I have a set of numbers and I want to maximise the difference between the mean and the median by removing a given number of elements.
For instance I have the following set:
0 5 10 45
Mean = 15
Median = 7.5
Mean - Median = 7.5
If we choose to remove 1 element I want to obtain the following
0 5 45
Mean = 16.66
Median = 5
Mean - Median = 11.66 => MAXIMISED
We can assume that the set is sorted.
Is there an algorithm for doing this?
One hint of how to fast compute is that you can precompute the sum of all $N$ numbers, let us say it is $S$, then the mean value after removing the values $x_1,\cdots, x_k$ would be $$\frac{1}{N-k}\left({S - \sum_{1}^k x_i}\right)$$ if you want to remove only a small part of the elements, then computing the above will be faster than re-computing the whole sum each time for each new subset of $x_i$. So if we have $N = 100$ elements and remove $k = 3$ for each configuration of $x_i$, we only need to do 3 subtractions instead of 97 additions.

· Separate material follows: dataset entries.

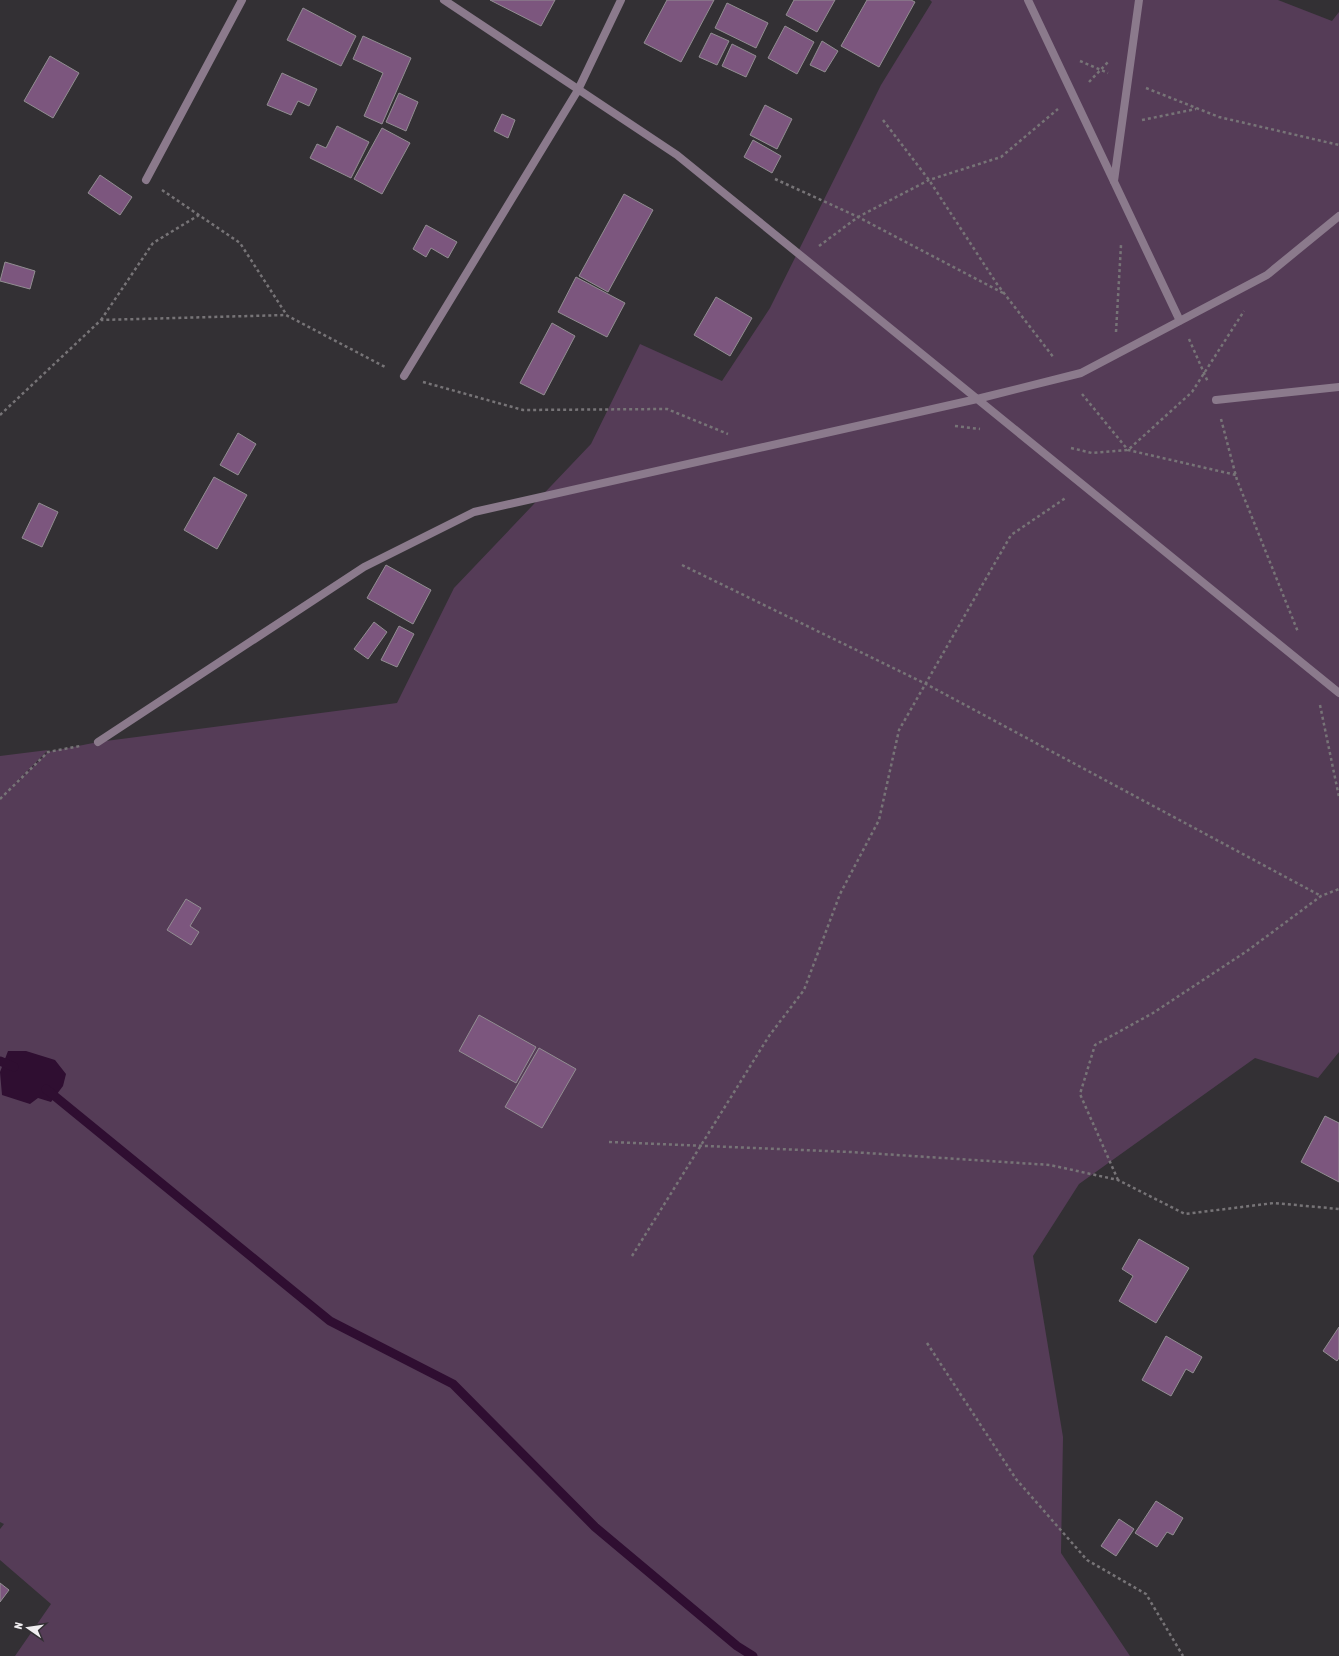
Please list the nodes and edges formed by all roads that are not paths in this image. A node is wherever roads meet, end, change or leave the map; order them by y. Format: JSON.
{"nodes":[{"id":1,"x":242,"y":0,"type":"edge"},
{"id":2,"x":444,"y":0,"type":"edge"},
{"id":3,"x":621,"y":0,"type":"edge"},
{"id":4,"x":1028,"y":0,"type":"edge"},
{"id":5,"x":1139,"y":0,"type":"edge"},
{"id":6,"x":578,"y":90,"type":"junction"},
{"id":7,"x":146,"y":180,"type":"road end"},
{"id":8,"x":1114,"y":181,"type":"junction"},
{"id":9,"x":1339,"y":216,"type":"edge"},
{"id":10,"x":1180,"y":321,"type":"junction"},
{"id":11,"x":404,"y":376,"type":"road end"},
{"id":12,"x":1339,"y":387,"type":"edge"},
{"id":13,"x":977,"y":399,"type":"junction"},
{"id":14,"x":1216,"y":400,"type":"road end"},
{"id":15,"x":1339,"y":693,"type":"edge"},
{"id":16,"x":98,"y":742,"type":"road end"}],
"edges":[{"from":1,"to":7,"type":"street"},
{"from":2,"to":6,"type":"street"},
{"from":3,"to":6,"type":"street"},
{"from":4,"to":8,"type":"street"},
{"from":5,"to":8,"type":"street"},
{"from":6,"to":11,"type":"street"},
{"from":6,"to":13,"type":"street"},
{"from":8,"to":10,"type":"street"},
{"from":9,"to":10,"type":"street"},
{"from":10,"to":13,"type":"street"},
{"from":12,"to":14,"type":"street"},
{"from":13,"to":15,"type":"street"},
{"from":13,"to":16,"type":"street"}]}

For the index of the median, we can do an iterative approach. First calculate the first median. Then we take the index of the first number to remove, if the index of the number to remove is lower than the index of the current median, then the index for the new median increases by $1/2$ ( why? ) and if it is larger it is reduced by $1/2$. If it is the same then no change. Then we need some special handling to check that the final index will not accidentally be the same as one of the removed numbers. If we are into signal processing, we can do this with some kind of adaptive filtering, for instance local normalized averaging where we set the certainty of any removed element to 0 and for any not removed to 1.